▸ EXERCISE BRIEF: Every line of the data below is to be written out again exactly.

ENTRIES SHOWN Start Marker

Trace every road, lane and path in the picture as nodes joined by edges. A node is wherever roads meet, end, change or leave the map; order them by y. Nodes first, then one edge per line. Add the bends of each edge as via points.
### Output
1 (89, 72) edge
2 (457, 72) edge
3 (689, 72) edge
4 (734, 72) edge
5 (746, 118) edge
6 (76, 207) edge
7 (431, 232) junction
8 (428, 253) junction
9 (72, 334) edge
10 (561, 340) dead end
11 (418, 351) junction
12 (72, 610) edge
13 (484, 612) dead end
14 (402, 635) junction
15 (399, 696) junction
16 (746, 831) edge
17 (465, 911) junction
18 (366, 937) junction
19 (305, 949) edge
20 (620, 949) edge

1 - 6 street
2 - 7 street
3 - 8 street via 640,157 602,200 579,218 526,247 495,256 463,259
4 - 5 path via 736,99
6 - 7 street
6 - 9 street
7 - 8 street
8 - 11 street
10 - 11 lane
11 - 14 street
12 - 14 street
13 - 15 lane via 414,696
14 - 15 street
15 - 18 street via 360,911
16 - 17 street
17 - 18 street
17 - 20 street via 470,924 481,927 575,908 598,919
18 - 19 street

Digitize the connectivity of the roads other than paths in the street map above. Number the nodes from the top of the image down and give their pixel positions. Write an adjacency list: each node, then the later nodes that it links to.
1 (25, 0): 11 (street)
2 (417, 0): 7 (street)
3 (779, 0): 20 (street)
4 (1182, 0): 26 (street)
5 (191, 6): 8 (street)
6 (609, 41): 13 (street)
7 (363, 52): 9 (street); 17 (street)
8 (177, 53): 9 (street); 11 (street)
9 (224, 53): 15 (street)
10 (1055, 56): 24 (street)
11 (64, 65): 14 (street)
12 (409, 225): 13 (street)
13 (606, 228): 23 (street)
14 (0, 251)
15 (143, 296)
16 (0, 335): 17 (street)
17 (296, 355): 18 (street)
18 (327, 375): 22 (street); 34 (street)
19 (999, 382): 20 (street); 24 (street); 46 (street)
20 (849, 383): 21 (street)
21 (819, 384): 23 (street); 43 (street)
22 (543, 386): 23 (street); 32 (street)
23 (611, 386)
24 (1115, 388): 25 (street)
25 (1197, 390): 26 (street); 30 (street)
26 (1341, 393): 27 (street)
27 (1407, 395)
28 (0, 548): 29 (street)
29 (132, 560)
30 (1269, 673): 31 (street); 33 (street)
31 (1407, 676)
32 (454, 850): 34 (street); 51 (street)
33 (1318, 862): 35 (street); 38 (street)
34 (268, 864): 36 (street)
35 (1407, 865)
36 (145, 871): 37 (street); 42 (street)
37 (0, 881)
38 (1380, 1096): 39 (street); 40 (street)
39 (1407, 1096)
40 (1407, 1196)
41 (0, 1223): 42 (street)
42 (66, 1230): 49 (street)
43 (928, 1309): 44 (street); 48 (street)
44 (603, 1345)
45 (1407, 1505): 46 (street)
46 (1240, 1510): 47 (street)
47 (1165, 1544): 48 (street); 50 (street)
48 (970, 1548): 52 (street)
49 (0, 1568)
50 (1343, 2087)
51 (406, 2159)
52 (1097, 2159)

ENTRIES SHOWN End Marker

▸ EXERCISE ANSWER:
Trace every road, lane and path in the picture as nodes joined by edges. A node is wherever roads meet, end, change or leave the map; order them by y. Nodes first, then one edge per line. Add the bends of each edge as via points.
### Output
1 (89, 72) edge
2 (457, 72) edge
3 (689, 72) edge
4 (734, 72) edge
5 (746, 118) edge
6 (76, 207) edge
7 (431, 232) junction
8 (428, 253) junction
9 (72, 334) edge
10 (561, 340) dead end
11 (418, 351) junction
12 (72, 610) edge
13 (484, 612) dead end
14 (402, 635) junction
15 (399, 696) junction
16 (746, 831) edge
17 (465, 911) junction
18 (366, 937) junction
19 (305, 949) edge
20 (620, 949) edge

1 - 6 street
2 - 7 street
3 - 8 street via 640,157 602,200 579,218 526,247 495,256 463,259
4 - 5 path via 736,99
6 - 7 street
6 - 9 street
7 - 8 street
8 - 11 street
10 - 11 lane
11 - 14 street
12 - 14 street
13 - 15 lane via 414,696
14 - 15 street
15 - 18 street via 360,911
16 - 17 street
17 - 18 street
17 - 20 street via 470,924 481,927 575,908 598,919
18 - 19 street

Digitize the connectivity of the roads other than paths in the street map above. Number the nodes from the top of the image down and give their pixel positions. Write an adjacency list: each node, then the later nodes that it links to.
1 (25, 0): 11 (street)
2 (417, 0): 7 (street)
3 (779, 0): 20 (street)
4 (1182, 0): 26 (street)
5 (191, 6): 8 (street)
6 (609, 41): 13 (street)
7 (363, 52): 9 (street); 17 (street)
8 (177, 53): 9 (street); 11 (street)
9 (224, 53): 15 (street)
10 (1055, 56): 24 (street)
11 (64, 65): 14 (street)
12 (409, 225): 13 (street)
13 (606, 228): 23 (street)
14 (0, 251)
15 (143, 296)
16 (0, 335): 17 (street)
17 (296, 355): 18 (street)
18 (327, 375): 22 (street); 34 (street)
19 (999, 382): 20 (street); 24 (street); 46 (street)
20 (849, 383): 21 (street)
21 (819, 384): 23 (street); 43 (street)
22 (543, 386): 23 (street); 32 (street)
23 (611, 386)
24 (1115, 388): 25 (street)
25 (1197, 390): 26 (street); 30 (street)
26 (1341, 393): 27 (street)
27 (1407, 395)
28 (0, 548): 29 (street)
29 (132, 560)
30 (1269, 673): 31 (street); 33 (street)
31 (1407, 676)
32 (454, 850): 34 (street); 51 (street)
33 (1318, 862): 35 (street); 38 (street)
34 (268, 864): 36 (street)
35 (1407, 865)
36 (145, 871): 37 (street); 42 (street)
37 (0, 881)
38 (1380, 1096): 39 (street); 40 (street)
39 (1407, 1096)
40 (1407, 1196)
41 (0, 1223): 42 (street)
42 (66, 1230): 49 (street)
43 (928, 1309): 44 (street); 48 (street)
44 (603, 1345)
45 (1407, 1505): 46 (street)
46 (1240, 1510): 47 (street)
47 (1165, 1544): 48 (street); 50 (street)
48 (970, 1548): 52 (street)
49 (0, 1568)
50 (1343, 2087)
51 (406, 2159)
52 (1097, 2159)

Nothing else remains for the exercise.